I went to the section on Dessert Tarts and found Tarte aux Pommes (which is the pretty French way of saying apple tart). Reading through the recipe, which Julia writes beautifully as more of an article than a recipe, I realized that it was going to be a bit of a process, calling for Pâte Brisée Sucrée, the pretty French way of saying pie crust.
If you’re going to take the time to do this, I recommend doing it in abundance. Just for the heck of it, I tripled the recipe. This pastry dough can last in the refrigerator for up to 3 days, but can be frozen for many weeks. While making this pastry shell, I thought “I have never appreciated store-bought pastry shells more than right now,” but once I finished, the thought of buying a store-bought pastry shell seemed completely ridiculous. I never thought a crust could be SO DELICIOUS. This sweet short paste is made exactly like a regular short paste (like you would use for a quiche), but you mix the sugar into the flour before you begin rather than after. 

Now, you can make this dough either by hand mixing or with a food processor. I don’t own a food processor of my own, so hand mixing was my only option. Besides as Julia says, “A pastry blender may be used if you wish, but a necessary part of learning how to cook is to get the feel of the dough in your fingers. Il faunt mettre la main à la pâte!” 
Go ahead and blend your dry ingredients in a large mixing bowl, then add your “fats” (butter and vegetable shortening).
Julia emphasizes the importance of working QUICKLY, which always scares me. I guess I should get used to it though since I will soon be required to do everything quickly in the kitchen. If you have a warm kitchen, CRANK UP THE A.C.! Also, I tend to enjoy a glass of wine while I’m in the kitchen, but if you get flushed and heated from this, wait until after your pastry is done to have a cocktail. The heat from your hands can ruin the entire process. Here are Julia’s instructions:
“Rub the flour and fat together rapidly between the tips of your fingers until the fat is broken into pieces the size of oatmeal flakes. Do not overdo this step as the fat will be blended more thoroughly later.” 
Don’t worry if your bits aren’t quite as small as oatmeal flakes, because it will be taken care of later. Especially if you have wine-warmed hands like mine and an over-head light that could substitute a space-heater.
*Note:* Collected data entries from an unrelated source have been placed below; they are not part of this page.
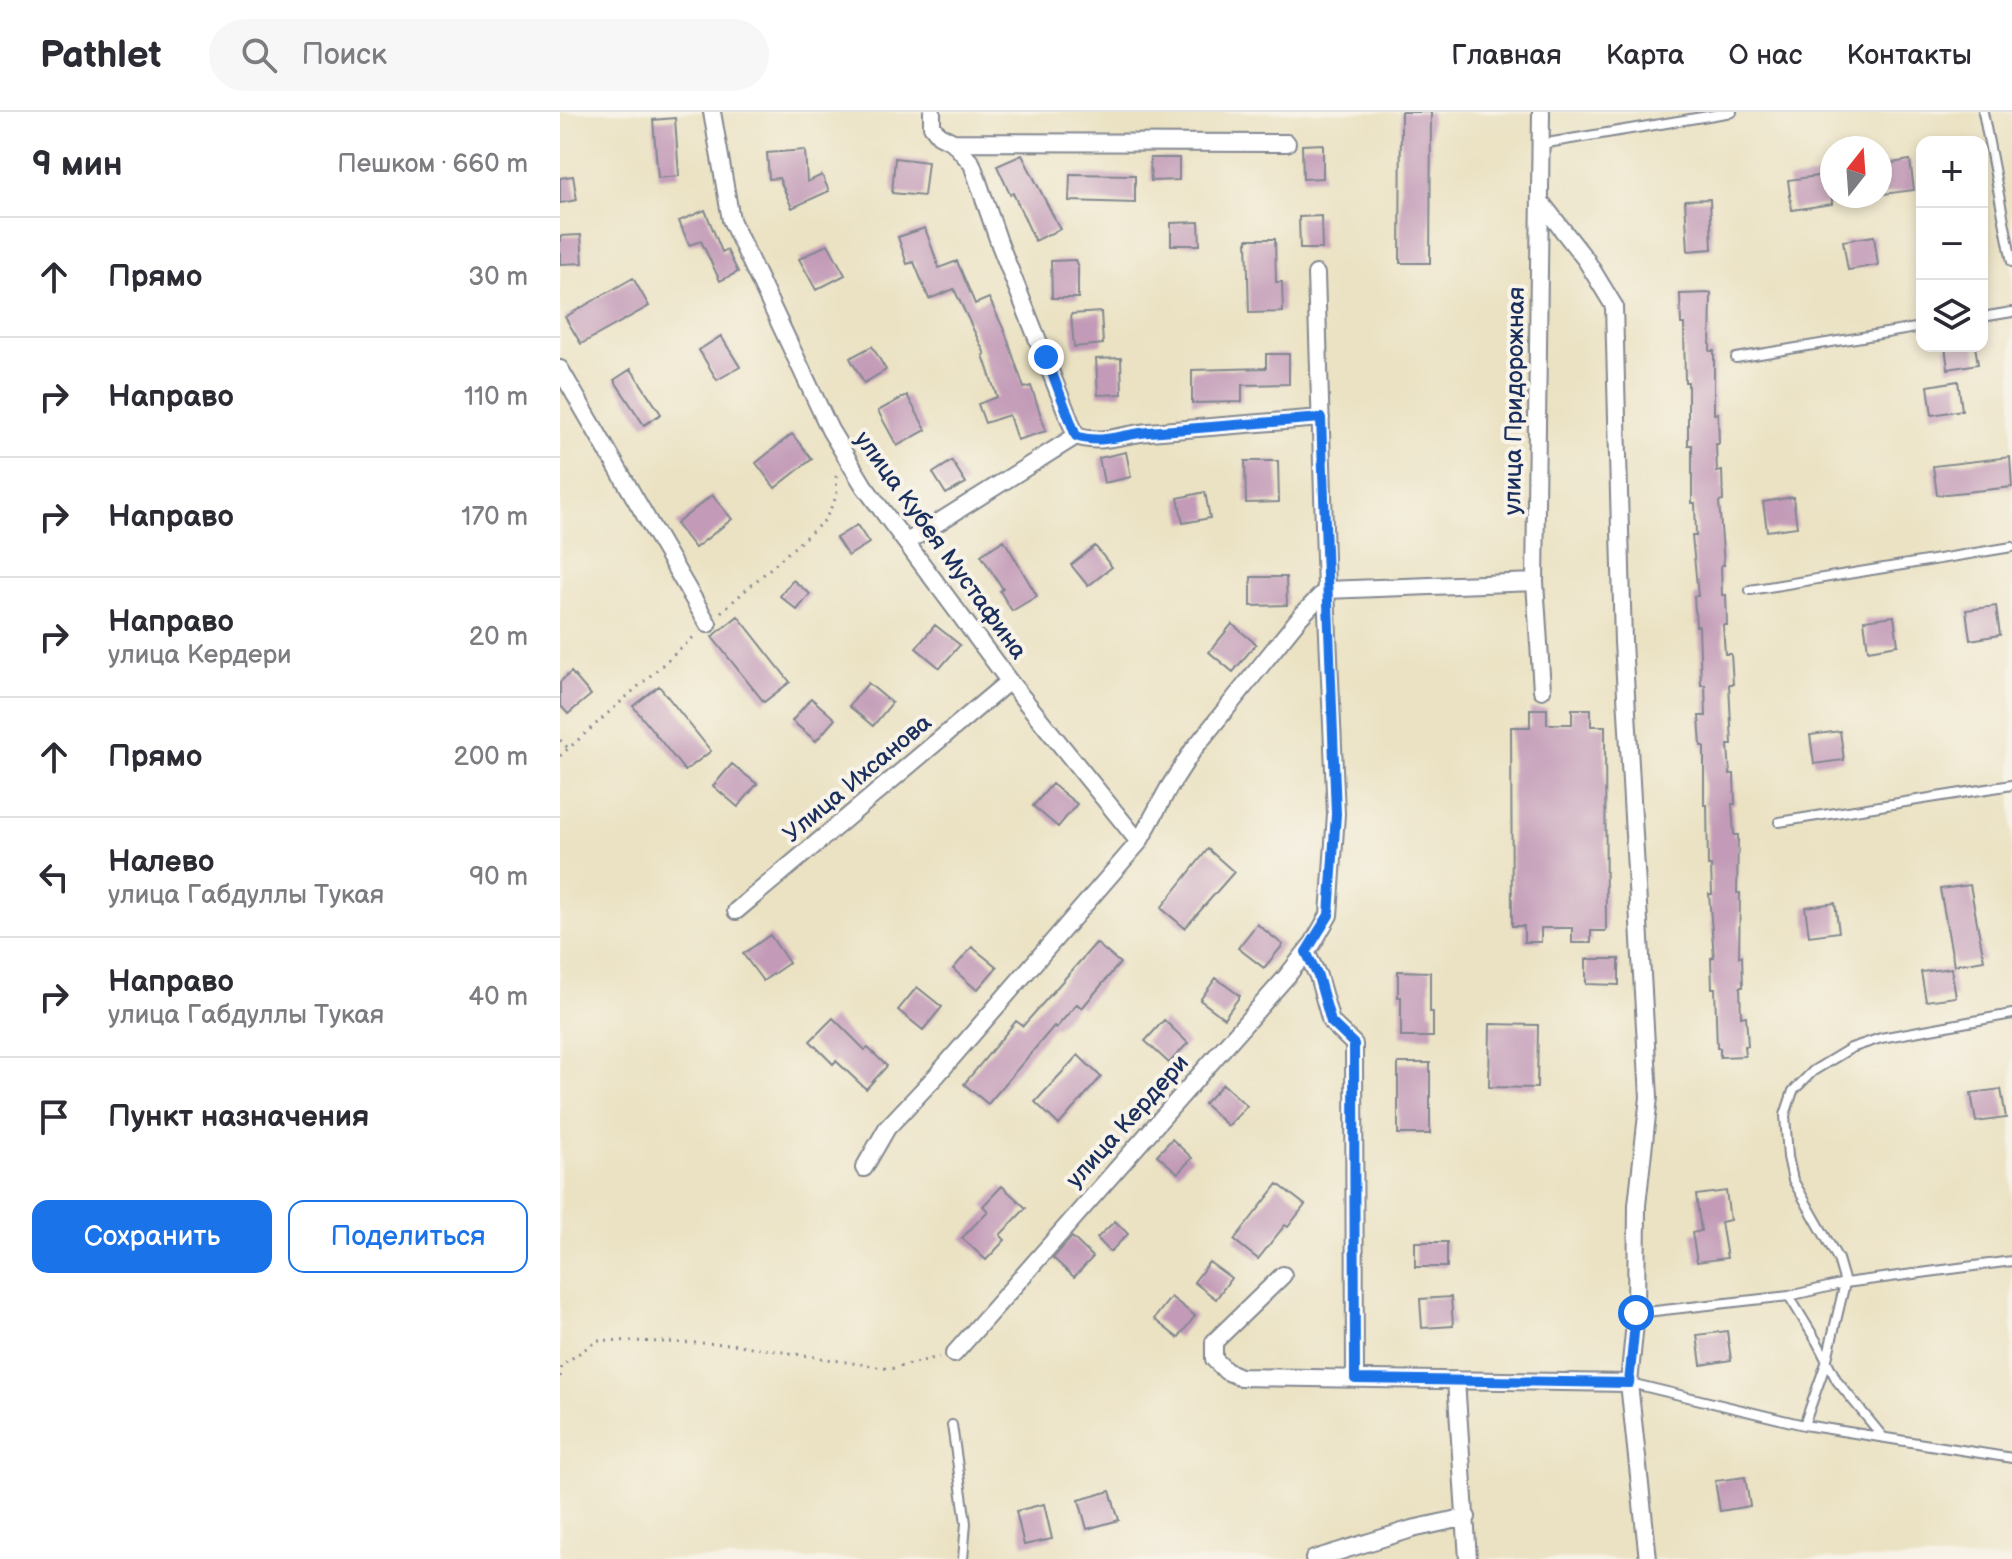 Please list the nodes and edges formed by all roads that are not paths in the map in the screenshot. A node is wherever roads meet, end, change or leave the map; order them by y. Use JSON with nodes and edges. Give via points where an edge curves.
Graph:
{"nodes":[{"id":1,"x":712,"y":112,"type":"edge"},
{"id":2,"x":932,"y":112,"type":"edge"},
{"id":3,"x":1541,"y":112,"type":"edge"},
{"id":4,"x":1732,"y":112,"type":"edge"},
{"id":5,"x":1983,"y":112,"type":"edge"},
{"id":6,"x":953,"y":142,"type":"junction"},
{"id":7,"x":1287,"y":143,"type":"dead end"},
{"id":8,"x":1541,"y":144,"type":"junction"},
{"id":9,"x":1540,"y":201,"type":"junction"},
{"id":10,"x":2012,"y":262,"type":"edge"},
{"id":11,"x":1316,"y":274,"type":"dead end"},
{"id":12,"x":2012,"y":312,"type":"edge"},
{"id":13,"x":1988,"y":316,"type":"edge"},
{"id":14,"x":1916,"y":328,"type":"edge"},
{"id":15,"x":1736,"y":358,"type":"dead end"},
{"id":16,"x":560,"y":369,"type":"edge"},
{"id":17,"x":1321,"y":418,"type":"junction"},
{"id":18,"x":1076,"y":436,"type":"junction"},
{"id":19,"x":907,"y":542,"type":"junction"},
{"id":20,"x":2012,"y":547,"type":"edge"},
{"id":21,"x":1535,"y":582,"type":"junction"},
{"id":22,"x":1326,"y":590,"type":"junction"},
{"id":23,"x":1750,"y":590,"type":"dead end"},
{"id":24,"x":708,"y":624,"type":"road end"},
{"id":25,"x":1009,"y":681,"type":"junction"},
{"id":26,"x":1542,"y":690,"type":"dead end"},
{"id":27,"x":2012,"y":785,"type":"edge"},
{"id":28,"x":1779,"y":822,"type":"dead end"},
{"id":29,"x":1139,"y":842,"type":"junction"},
{"id":30,"x":736,"y":911,"type":"dead end"},
{"id":31,"x":1306,"y":952,"type":"junction"},
{"id":32,"x":2012,"y":1014,"type":"edge"},
{"id":33,"x":864,"y":1168,"type":"dead end"},
{"id":34,"x":2012,"y":1261,"type":"edge"},
{"id":35,"x":1283,"y":1275,"type":"dead end"},
{"id":36,"x":1845,"y":1283,"type":"junction"},
{"id":37,"x":1789,"y":1296,"type":"junction"},
{"id":38,"x":1636,"y":1313,"type":"junction"},
{"id":39,"x":954,"y":1354,"type":"road end"},
{"id":40,"x":1826,"y":1363,"type":"junction"},
{"id":41,"x":1355,"y":1379,"type":"junction"},
{"id":42,"x":1456,"y":1380,"type":"junction"},
{"id":43,"x":1629,"y":1383,"type":"junction"},
{"id":44,"x":952,"y":1425,"type":"dead end"},
{"id":45,"x":1804,"y":1425,"type":"junction"},
{"id":46,"x":1883,"y":1437,"type":"junction"},
{"id":47,"x":2012,"y":1458,"type":"edge"},
{"id":48,"x":1467,"y":1517,"type":"junction"},
{"id":49,"x":963,"y":1559,"type":"edge"},
{"id":50,"x":1314,"y":1559,"type":"edge"},
{"id":51,"x":1468,"y":1559,"type":"edge"},
{"id":52,"x":1648,"y":1559,"type":"edge"}],
"edges":[{"from":1,"to":19,"type":"street","name":"улица Кубея Мустафина","via":[[731,220],[830,430]]},
{"from":2,"to":6,"type":"street","via":[[932,126]]},
{"from":3,"to":8,"type":"street","name":"улица Придорожная"},
{"from":4,"to":8,"type":"lane"},
{"from":5,"to":10,"type":"lane"},
{"from":6,"to":7,"type":"street"},
{"from":6,"to":18,"type":"street","via":[[972,164]]},
{"from":8,"to":9,"type":"street","name":"улица Придорожная"},
{"from":9,"to":21,"type":"street","name":"улица Придорожная"},
{"from":9,"to":38,"type":"street","via":[[1614,306],[1623,642],[1649,1097],[1637,1205]]},
{"from":11,"to":17,"type":"street"},
{"from":12,"to":13,"type":"lane"},
{"from":14,"to":15,"type":"lane"},
{"from":16,"to":24,"type":"street"},
{"from":17,"to":18,"type":"street","via":[[1144,432],[1104,441]]},
{"from":17,"to":22,"type":"street"},
{"from":18,"to":19,"type":"street"},
{"from":19,"to":25,"type":"street","name":"улица Кубея Мустафина"},
{"from":20,"to":23,"type":"lane"},
{"from":21,"to":22,"type":"street"},
{"from":21,"to":26,"type":"street","name":"улица Придорожная"},
{"from":22,"to":29,"type":"street","via":[[1193,750]]},
{"from":22,"to":31,"type":"street","name":"улица Кердери","via":[[1336,814],[1329,915]]},
{"from":25,"to":29,"type":"street","name":"улица Кубея Мустафина"},
{"from":25,"to":30,"type":"street","name":"Улица Ихсанова"},
{"from":27,"to":28,"type":"lane"},
{"from":29,"to":33,"type":"street","via":[[887,1128]]},
{"from":31,"to":39,"type":"street","name":"улица Кердери"},
{"from":31,"to":41,"type":"street","via":[[1331,1022],[1354,1044]]},
{"from":32,"to":36,"type":"lane","via":[[1851,1048],[1813,1071],[1793,1091],[1785,1115],[1793,1180],[1838,1259]]},
{"from":34,"to":36,"type":"lane"},
{"from":35,"to":41,"type":"street","via":[[1214,1342],[1214,1359],[1240,1377]]},
{"from":36,"to":37,"type":"lane"},
{"from":36,"to":40,"type":"lane"},
{"from":37,"to":38,"type":"lane"},
{"from":37,"to":40,"type":"lane"},
{"from":38,"to":43,"type":"street"},
{"from":40,"to":45,"type":"lane"},
{"from":40,"to":46,"type":"lane"},
{"from":41,"to":42,"type":"street"},
{"from":42,"to":43,"type":"street"},
{"from":42,"to":48,"type":"street"},
{"from":43,"to":45,"type":"lane"},
{"from":43,"to":52,"type":"street"},
{"from":44,"to":49,"type":"lane","via":[[966,1523]]},
{"from":45,"to":46,"type":"lane"},
{"from":46,"to":47,"type":"lane"},
{"from":48,"to":50,"type":"street"},
{"from":48,"to":51,"type":"street"}]}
Next, Julia instructs us to, “Add the water and blend quickly with one hand, fingers held together and slightly cupped, as you rapidly gather the dough into a mass. Sprinkle up to 1 tablespoon more water by droplets over any unmassed remains and add them to the main body of the dough. Then press the dough firmly into a roughly shaped ball. It should just hold together and be pliable, but not sticky.”
Our next step is the “fraisage,” or final blending. Note: You must do this step even if you made your dough with a food processor. 
I was nervous about this step because I am notoriously horrible at kneading. One Christmas, while making homemade pasta with the Gesslers, I was called out on my inabilities and referred to as a child with play-doh. But I had to face my fears and go for it. 

Transfer your mass of dough onto a lightly floured cutting board and lightly sprinkle your dough with flour. I’m going to go ahead and give you Julia’s instructions word-for-word due to my fear of re-wording it and messing you all up. 
“With the heel of one hand, not the palm which is too warm, rapidly press the pastry by two-spoonful bits down on the board and away from you in a firm, quick smear of about 6 inches.”
“With a scraper or spatula, gather the dough into a mass; knead it briefly into a fairly smooth round ball. Sprinkle it with four and wrap it in waxed paper.”
Once you’ve wrapped up your dough, place it in the freezer for about 1 hour until it’s firm, or (if you have the time) refrigerate it overnight. 
Such a typical college freezer. Bourbon, TCBY, frozen dinners and hot pockets. I guess I  mixed it up a bit with the pastry dough. 
Once the dough has become workable, it’s time to roll it out. Again, I was nervous about this step because of my lack of counter space. 
My only option was to place my cutting board on top of my pre-heating oven, which of course warmed up my dough- making my life VERY difficult. If this happens to you for some reason, don’t feel bashful about sticking it back into the freezer for a few minutes to make it workable again. This is a much better option than trying to work with hot dough. This dough in particular becomes difficult to handle because of its high butter content- which is also the thing that makes it so delicious so we can’t complain too much. 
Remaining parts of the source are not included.